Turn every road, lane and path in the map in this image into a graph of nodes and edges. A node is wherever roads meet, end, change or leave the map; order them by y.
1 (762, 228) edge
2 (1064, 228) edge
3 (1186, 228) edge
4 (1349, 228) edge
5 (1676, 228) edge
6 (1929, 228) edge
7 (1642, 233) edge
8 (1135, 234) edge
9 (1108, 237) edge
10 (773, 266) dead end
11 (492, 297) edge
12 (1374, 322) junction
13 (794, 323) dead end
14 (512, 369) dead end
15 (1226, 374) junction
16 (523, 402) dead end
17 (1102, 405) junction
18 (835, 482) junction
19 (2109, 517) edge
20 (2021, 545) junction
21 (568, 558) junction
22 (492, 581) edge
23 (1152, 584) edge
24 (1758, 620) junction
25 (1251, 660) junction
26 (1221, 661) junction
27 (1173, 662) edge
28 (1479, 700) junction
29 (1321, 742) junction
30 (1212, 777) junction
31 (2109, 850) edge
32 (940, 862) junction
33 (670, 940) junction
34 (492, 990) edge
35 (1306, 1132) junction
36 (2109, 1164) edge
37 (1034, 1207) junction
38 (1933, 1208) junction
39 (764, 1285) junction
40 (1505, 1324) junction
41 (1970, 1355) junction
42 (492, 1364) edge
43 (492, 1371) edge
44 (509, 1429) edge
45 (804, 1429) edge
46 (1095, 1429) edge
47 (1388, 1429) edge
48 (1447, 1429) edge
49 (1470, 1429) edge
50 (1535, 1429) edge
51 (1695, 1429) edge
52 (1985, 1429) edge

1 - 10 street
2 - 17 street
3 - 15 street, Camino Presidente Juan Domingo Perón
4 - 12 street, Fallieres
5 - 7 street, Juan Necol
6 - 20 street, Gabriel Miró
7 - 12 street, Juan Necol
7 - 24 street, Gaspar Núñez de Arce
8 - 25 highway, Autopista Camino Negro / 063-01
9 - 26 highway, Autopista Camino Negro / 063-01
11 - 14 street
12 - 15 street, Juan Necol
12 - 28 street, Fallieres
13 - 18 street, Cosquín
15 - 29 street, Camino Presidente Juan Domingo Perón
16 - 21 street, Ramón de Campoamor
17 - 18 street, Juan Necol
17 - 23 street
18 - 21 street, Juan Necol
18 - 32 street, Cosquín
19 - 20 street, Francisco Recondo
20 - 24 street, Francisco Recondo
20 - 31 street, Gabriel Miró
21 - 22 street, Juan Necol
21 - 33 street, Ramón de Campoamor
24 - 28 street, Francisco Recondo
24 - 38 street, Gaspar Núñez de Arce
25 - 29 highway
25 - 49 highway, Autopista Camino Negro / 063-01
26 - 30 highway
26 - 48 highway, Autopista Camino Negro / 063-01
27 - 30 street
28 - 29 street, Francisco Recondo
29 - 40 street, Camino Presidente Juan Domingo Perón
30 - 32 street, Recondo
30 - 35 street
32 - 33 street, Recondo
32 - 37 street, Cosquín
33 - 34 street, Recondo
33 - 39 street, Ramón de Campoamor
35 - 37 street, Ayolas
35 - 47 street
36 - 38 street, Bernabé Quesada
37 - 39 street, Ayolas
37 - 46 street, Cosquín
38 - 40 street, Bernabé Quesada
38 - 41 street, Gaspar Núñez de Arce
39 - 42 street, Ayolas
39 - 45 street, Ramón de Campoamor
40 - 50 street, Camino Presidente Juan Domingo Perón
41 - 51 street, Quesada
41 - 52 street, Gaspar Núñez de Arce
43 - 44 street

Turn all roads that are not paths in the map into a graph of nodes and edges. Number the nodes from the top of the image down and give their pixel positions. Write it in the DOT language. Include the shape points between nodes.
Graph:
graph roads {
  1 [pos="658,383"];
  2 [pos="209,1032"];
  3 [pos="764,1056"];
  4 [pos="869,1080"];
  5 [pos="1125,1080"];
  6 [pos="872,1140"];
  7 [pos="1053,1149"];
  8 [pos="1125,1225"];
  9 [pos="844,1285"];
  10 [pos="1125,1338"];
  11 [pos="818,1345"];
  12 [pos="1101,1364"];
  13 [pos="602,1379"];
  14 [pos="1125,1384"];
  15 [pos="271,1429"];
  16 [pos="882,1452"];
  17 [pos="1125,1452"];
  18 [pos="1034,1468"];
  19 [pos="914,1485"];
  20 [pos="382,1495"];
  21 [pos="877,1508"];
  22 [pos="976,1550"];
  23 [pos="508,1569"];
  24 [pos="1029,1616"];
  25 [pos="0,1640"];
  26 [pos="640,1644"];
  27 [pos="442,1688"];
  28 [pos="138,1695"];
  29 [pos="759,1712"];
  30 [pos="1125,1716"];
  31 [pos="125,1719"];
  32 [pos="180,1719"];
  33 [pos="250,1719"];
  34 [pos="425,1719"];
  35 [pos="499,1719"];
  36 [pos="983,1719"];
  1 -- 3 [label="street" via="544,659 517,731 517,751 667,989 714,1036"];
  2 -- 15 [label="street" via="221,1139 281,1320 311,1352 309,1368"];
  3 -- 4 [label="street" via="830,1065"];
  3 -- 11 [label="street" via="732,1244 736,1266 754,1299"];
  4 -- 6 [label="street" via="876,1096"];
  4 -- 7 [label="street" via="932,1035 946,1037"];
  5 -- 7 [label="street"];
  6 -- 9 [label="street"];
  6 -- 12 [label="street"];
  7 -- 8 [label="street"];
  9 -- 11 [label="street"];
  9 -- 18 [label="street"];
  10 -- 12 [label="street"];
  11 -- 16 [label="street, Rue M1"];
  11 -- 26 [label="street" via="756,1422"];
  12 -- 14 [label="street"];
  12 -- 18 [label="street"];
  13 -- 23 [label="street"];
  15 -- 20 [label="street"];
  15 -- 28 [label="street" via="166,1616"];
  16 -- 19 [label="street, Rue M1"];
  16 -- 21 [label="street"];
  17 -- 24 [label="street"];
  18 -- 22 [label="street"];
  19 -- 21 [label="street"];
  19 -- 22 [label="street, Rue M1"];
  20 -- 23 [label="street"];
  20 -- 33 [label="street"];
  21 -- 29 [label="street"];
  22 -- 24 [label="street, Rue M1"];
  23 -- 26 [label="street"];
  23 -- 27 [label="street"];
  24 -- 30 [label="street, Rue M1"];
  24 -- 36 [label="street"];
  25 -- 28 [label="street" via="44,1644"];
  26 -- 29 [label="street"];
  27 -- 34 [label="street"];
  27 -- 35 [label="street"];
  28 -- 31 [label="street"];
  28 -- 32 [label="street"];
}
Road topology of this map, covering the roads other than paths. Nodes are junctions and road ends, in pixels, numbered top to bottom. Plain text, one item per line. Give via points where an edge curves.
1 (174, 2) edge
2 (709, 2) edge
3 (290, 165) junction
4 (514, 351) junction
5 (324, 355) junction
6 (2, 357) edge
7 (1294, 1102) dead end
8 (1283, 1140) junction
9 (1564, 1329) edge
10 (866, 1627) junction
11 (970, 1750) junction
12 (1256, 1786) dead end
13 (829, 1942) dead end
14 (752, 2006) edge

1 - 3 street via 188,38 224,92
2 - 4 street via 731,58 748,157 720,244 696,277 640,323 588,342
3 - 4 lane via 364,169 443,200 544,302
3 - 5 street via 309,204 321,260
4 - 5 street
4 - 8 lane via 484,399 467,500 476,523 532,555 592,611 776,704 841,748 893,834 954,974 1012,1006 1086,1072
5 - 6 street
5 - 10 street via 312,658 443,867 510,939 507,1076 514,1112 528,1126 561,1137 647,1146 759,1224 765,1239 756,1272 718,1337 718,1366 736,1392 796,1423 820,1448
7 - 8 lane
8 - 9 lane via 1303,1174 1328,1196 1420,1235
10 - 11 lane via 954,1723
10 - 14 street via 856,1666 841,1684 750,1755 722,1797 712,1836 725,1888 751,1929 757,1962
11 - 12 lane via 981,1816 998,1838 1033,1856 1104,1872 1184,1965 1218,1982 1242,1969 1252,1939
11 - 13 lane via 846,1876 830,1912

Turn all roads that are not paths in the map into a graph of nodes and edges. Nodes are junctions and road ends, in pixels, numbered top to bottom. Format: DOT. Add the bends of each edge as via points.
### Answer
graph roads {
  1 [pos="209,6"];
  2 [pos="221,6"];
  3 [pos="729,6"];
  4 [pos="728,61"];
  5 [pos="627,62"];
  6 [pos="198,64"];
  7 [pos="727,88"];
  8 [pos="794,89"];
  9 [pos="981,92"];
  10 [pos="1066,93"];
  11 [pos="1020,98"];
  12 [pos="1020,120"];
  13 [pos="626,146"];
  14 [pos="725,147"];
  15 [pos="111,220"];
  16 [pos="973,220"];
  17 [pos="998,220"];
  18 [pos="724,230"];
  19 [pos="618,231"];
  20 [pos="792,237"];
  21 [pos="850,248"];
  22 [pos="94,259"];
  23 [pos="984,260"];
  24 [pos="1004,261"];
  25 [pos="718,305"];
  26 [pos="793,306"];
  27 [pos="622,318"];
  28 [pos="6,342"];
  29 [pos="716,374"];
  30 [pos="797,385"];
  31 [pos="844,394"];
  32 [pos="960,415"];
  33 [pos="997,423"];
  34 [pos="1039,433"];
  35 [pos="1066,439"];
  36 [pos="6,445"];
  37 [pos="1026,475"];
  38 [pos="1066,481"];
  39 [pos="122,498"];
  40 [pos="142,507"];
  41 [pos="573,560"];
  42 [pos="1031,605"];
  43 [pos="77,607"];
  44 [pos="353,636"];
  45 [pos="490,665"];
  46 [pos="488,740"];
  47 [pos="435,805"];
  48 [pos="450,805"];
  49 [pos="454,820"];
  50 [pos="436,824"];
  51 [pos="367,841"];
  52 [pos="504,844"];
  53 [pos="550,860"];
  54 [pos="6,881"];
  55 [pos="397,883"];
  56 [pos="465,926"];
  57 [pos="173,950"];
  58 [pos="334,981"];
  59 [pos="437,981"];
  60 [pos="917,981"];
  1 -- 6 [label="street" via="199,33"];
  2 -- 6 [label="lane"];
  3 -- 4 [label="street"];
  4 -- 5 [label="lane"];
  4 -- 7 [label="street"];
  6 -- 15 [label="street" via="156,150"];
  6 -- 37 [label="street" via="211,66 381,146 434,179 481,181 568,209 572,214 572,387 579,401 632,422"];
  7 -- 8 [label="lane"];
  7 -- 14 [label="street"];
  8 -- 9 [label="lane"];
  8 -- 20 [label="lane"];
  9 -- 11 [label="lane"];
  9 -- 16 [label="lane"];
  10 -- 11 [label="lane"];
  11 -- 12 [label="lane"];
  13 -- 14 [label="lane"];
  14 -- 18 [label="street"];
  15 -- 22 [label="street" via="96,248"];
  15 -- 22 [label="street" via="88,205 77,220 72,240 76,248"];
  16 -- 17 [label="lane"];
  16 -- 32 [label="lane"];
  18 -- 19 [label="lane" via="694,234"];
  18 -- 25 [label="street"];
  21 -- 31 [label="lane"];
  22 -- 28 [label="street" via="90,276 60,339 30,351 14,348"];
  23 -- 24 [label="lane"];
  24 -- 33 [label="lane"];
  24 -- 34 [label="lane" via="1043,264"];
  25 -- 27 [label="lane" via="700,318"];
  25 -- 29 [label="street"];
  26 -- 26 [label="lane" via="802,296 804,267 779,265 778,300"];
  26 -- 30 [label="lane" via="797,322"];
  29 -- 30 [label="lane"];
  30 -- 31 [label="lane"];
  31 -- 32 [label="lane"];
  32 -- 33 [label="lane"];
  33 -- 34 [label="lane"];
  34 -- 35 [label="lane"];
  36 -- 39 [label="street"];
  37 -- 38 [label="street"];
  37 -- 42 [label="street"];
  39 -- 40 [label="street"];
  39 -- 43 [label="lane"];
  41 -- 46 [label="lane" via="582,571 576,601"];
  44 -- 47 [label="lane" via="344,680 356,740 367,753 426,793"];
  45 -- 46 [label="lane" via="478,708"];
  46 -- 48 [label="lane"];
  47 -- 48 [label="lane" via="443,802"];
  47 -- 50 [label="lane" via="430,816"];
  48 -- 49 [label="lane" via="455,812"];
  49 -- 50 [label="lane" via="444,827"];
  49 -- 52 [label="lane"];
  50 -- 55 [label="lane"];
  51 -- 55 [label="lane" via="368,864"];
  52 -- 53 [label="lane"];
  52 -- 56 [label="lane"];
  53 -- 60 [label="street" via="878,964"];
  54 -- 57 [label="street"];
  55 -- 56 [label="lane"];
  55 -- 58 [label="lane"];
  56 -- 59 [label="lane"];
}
□ □ □ □
Every line in the data above that includes the word "Necol" should be copied.

5 - 7 street, Juan Necol
7 - 12 street, Juan Necol
12 - 15 street, Juan Necol
17 - 18 street, Juan Necol
18 - 21 street, Juan Necol
21 - 22 street, Juan Necol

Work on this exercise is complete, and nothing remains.